Soldiers To Sidelines honors US Army Veteran Andrea Lorenz Ph.D. as the May Coach of the Month for her enduring commitment to coaching mastery. Andrea has been coaching for over 20 years while educating herself in all aspects of sports. She has degrees in Engineering Technology, Computer Science, and a Ph.D. in Physical education. In addition, she holds certifications in Strength and Conditioning, Group Fitness, Kickboxing, Cycling, Nutrition, Tai Chi, Qi Gong, and Track and Field. Her relentless pursuit of knowledge is inspirational.   

Her thirst for knowledge has led to a tremendous coaching career in volleyball, softball, basketball, and fitness. She has coached at the youth, high school, and collegiate levels. “I got into coaching because I love playing. I still wanted to be involved in sports, so I started volunteering at the church and then branched out from there. Coaching has helped me have more grace and communicate in a way that teaches and encourages,” says Lorenz. 

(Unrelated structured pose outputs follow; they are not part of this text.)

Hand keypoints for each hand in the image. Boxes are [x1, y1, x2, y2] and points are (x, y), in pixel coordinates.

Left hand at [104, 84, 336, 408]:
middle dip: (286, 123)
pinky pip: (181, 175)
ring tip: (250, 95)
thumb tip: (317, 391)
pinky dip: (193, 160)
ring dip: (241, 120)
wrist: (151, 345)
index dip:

There’s a saying that to be a great coach, you must be a great educator. Coach Lorenz epitomizes this statement. She has taught several courses at the collegiate level, such as Exercise and Biomechanics, Adaptive PE, Sport Physiology, and Media and Communications at American Sports University. But it was her military experience that influenced her coaching philosophy most. She says, “my military experience taught me the importance of quality of work versus quantity. When I am conducting practice, every task is working on a skill, more intense practice time, less walking around, and unproductive time.” 

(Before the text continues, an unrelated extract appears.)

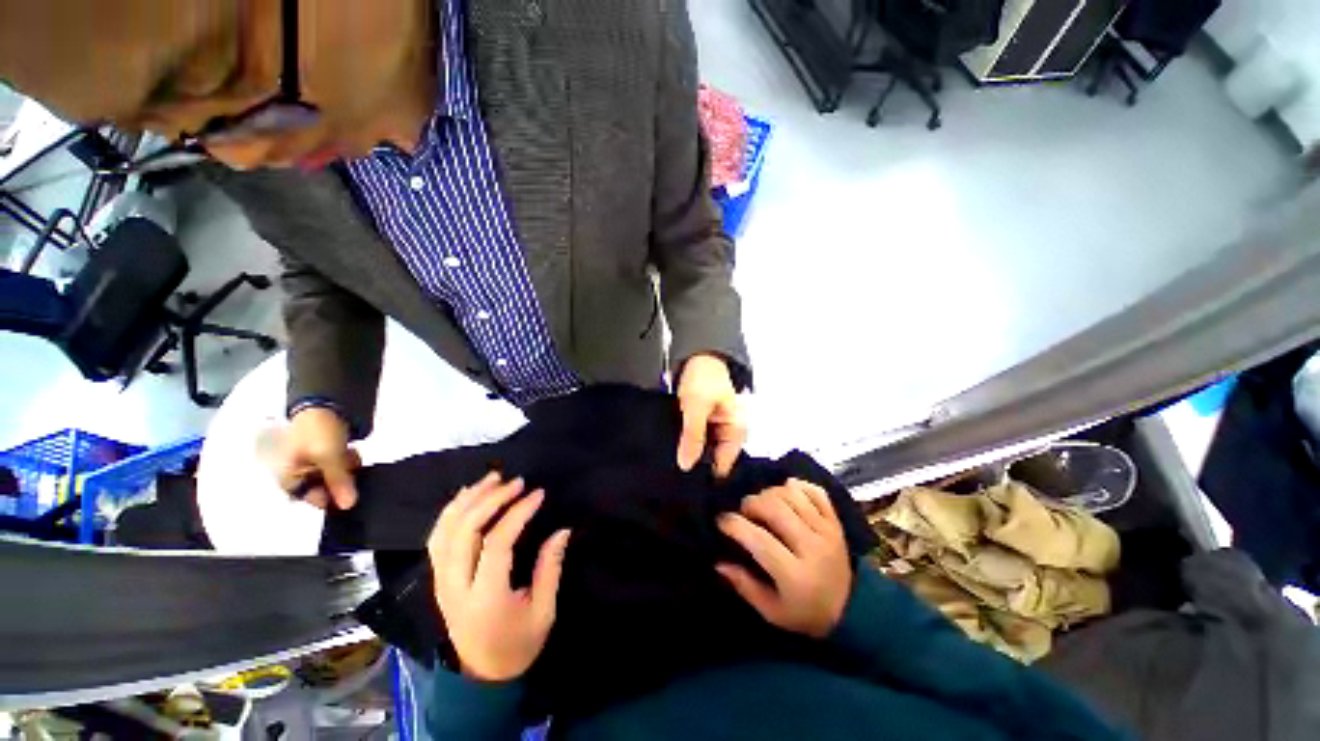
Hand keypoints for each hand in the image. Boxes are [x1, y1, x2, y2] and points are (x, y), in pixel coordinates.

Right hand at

Coach Lorenz is equally proud of all her athletes and does not have any favorites. However, she tells us of a moment that warms her heart. “I coached a girls basketball team at Bonita Vista High School in San Diego. We were in a tournament during the preseason, and we looked like a hot mess like we didn’t have a coach. I knew I needed to get them to buy-in. The next practice, I told the team I failed them and got outcoached, but it would not happen again. I wrote up a playbook. I let our players change the names of the plays. They got so into it they used Starbucks drinks for the name of the plays. It took about two weeks to learn the playbook. We had our last preseason game, and we won 51-1. When the varsity coach showed up to play, we met outside, and he asked about the score. I answered 51-1, and he said, “it’s ok; it will get better.” I replied, “We won!” And we never lost another game that season. That team will always have a special place in my heart.” 

It can be difficult for a female coach to gain support in a male-dominated industry. Andrea’s persistence and standards of excellence helped her persevere through some challenging moments. She remembers one tough situation. “My most difficult coaching position was coaching for an Athletic Director that did not support the women’s teams. It was horrible! I couldn’t get equipment, the field was never ready, and I ended up leaving the program. I learned to make sure whoever I coached respected title IX and believed in women’s sports as much as I did.”   

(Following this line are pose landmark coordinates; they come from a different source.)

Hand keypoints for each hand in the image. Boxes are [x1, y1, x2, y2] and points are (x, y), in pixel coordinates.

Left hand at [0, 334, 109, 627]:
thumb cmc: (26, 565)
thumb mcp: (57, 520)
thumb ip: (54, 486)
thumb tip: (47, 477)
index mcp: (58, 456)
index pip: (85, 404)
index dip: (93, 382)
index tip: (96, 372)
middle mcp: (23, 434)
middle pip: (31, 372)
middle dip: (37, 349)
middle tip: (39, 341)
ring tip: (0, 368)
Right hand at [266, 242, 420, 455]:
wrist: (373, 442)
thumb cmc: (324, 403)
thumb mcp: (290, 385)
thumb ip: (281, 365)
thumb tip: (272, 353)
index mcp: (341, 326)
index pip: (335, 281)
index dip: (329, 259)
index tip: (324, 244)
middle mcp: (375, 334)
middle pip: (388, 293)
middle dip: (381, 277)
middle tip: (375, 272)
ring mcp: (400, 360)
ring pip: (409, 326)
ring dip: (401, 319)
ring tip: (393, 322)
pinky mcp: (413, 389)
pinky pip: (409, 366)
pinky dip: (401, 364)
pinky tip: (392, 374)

This instance proved to fuel her ambition to affect change for women. She has recently accepted a role as the President of the Los Angeles Chapter of NABMW (National Association of Black Military Women). She tells us how she fell into her new position. “In October of last year, I went to the Women’s Veterans Alliance annual meeting. It was eye-opening to learn about the need for trauma some women veterans have and the unique difficulties with transitioning out of the military. I wanted to help be part of the solution, so I connected with the National President of the NABMW. She assigned me to the position of Public Relations of the Los Angeles Chapter, which led me to be the Treasure because there was a need. When the President resigned, I decided to take on this role mainly because I could see a grand vision. I believe if I do the grunt work re-establishing the Los Angeles Chapter, we can get back to the business of helping veterans.” 

Based on Andrea’s experience, education, and passion, we believe she will find a way to incorporate coaching and athletics into her new role. We are excited to see how many military women she inspires to become impactful coaches. We are humbled to award Andrea Lorenz the May 2022 Coach of the Month.